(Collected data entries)
○ ○ ○ ○

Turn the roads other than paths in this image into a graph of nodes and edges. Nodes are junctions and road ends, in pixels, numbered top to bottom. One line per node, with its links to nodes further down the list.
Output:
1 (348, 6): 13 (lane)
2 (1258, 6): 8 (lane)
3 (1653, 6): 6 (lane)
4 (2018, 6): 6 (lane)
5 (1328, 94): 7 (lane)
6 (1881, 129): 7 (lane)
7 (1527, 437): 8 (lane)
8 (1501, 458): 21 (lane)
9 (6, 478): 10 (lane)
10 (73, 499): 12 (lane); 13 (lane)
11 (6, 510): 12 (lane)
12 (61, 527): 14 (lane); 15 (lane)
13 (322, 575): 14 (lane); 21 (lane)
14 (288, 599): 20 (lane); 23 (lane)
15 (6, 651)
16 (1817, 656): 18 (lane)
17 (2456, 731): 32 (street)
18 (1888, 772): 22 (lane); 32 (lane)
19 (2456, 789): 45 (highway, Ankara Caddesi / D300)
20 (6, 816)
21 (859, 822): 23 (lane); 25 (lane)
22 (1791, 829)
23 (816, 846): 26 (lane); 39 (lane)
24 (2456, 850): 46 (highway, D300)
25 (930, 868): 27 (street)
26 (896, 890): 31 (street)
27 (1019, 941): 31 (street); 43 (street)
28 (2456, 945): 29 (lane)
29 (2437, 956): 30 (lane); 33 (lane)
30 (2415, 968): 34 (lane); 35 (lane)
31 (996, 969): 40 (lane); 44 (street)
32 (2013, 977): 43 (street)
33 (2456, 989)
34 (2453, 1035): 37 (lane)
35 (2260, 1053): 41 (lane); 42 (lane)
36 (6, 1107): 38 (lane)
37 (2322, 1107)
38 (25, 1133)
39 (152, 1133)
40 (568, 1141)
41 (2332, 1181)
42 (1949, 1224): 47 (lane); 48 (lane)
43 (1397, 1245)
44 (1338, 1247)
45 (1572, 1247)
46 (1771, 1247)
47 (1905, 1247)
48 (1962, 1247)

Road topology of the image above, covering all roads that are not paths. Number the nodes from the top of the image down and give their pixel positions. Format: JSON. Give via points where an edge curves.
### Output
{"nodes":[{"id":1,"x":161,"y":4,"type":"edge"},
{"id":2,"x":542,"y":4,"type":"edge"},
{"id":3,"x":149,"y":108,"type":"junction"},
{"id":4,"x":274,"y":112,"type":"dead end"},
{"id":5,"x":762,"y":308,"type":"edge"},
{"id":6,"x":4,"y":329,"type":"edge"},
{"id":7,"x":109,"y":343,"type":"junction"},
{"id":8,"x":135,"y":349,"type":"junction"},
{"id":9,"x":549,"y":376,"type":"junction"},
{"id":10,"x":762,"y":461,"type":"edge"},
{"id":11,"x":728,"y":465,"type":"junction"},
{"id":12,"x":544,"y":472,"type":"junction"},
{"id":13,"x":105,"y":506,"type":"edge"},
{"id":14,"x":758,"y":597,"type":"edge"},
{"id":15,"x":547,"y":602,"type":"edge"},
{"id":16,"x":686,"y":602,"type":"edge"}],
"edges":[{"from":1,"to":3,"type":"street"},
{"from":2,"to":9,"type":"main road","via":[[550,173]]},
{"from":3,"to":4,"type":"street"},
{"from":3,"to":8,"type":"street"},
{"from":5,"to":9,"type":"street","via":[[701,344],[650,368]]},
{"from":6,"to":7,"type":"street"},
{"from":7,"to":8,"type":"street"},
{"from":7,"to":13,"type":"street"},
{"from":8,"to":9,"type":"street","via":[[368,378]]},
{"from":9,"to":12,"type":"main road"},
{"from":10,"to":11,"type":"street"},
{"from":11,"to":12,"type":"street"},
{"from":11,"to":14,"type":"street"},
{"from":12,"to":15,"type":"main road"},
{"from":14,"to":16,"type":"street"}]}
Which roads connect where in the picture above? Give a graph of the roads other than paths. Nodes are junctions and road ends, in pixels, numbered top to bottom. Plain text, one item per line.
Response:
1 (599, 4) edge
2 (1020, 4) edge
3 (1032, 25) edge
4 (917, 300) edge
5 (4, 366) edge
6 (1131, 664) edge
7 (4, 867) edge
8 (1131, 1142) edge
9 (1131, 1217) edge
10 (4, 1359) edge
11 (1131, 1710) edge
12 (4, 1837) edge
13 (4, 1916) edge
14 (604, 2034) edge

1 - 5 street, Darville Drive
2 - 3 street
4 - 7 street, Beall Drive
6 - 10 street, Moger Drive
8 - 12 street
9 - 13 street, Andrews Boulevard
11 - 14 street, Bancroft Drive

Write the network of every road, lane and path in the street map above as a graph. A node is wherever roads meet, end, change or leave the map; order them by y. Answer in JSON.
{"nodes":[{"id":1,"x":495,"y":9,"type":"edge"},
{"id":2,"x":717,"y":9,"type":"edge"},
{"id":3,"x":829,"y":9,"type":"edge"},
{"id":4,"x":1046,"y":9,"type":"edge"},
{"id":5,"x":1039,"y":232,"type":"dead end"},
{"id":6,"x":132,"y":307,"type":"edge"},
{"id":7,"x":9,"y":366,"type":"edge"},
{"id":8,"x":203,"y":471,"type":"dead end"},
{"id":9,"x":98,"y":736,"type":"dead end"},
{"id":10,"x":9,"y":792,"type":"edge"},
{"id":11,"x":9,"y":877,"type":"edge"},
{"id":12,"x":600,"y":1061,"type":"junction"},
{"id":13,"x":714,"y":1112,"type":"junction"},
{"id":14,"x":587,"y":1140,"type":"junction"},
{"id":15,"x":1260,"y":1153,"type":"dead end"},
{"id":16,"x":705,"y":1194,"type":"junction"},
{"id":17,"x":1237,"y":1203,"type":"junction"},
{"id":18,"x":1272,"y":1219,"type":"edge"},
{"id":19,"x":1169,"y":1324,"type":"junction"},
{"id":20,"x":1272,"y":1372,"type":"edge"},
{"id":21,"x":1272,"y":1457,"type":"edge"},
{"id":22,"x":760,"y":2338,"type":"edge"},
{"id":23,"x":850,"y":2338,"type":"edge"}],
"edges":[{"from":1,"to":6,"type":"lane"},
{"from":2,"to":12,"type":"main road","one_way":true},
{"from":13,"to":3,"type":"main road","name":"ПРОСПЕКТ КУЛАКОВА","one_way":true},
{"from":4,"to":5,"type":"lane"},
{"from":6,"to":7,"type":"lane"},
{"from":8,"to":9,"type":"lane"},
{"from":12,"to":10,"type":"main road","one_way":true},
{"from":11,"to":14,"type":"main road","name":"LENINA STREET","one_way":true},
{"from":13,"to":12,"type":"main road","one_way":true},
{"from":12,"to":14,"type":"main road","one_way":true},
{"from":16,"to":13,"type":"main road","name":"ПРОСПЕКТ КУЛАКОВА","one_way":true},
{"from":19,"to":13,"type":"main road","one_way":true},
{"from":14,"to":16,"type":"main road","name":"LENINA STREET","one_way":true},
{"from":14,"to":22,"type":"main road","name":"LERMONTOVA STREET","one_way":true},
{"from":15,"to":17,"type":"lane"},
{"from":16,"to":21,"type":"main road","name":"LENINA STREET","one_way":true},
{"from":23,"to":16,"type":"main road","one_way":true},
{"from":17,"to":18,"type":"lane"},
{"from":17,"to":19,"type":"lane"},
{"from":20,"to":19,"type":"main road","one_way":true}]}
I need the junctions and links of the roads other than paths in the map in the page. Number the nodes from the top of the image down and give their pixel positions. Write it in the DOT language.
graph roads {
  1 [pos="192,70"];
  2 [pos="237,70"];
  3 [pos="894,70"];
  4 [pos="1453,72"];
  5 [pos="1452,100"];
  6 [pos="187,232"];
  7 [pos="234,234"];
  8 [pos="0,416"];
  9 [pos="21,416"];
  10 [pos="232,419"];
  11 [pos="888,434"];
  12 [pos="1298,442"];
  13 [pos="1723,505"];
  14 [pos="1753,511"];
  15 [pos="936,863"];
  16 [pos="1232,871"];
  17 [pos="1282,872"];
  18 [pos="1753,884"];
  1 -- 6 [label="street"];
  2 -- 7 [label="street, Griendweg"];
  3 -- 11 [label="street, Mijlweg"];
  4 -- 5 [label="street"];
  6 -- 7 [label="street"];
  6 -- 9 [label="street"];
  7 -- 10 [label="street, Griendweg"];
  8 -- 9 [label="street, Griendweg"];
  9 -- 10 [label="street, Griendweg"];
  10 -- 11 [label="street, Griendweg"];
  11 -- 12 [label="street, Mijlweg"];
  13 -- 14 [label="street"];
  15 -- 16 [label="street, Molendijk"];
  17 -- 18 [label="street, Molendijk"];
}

○ ○ ○ ○

*TASK OBJECTIVE:* Reproduce every line in the records above that contains the word "edges".

*ANSWER AREA:*
Turn the roads other than paths in this image into a graph of nodes and edges. Nodes are junctions and road ends, in pixels, numbered top to bottom. One line per node, with its links to nodes further down the list.
"edges":[{"from":1,"to":3,"type":"street"},
"edges":[{"from":1,"to":6,"type":"lane"},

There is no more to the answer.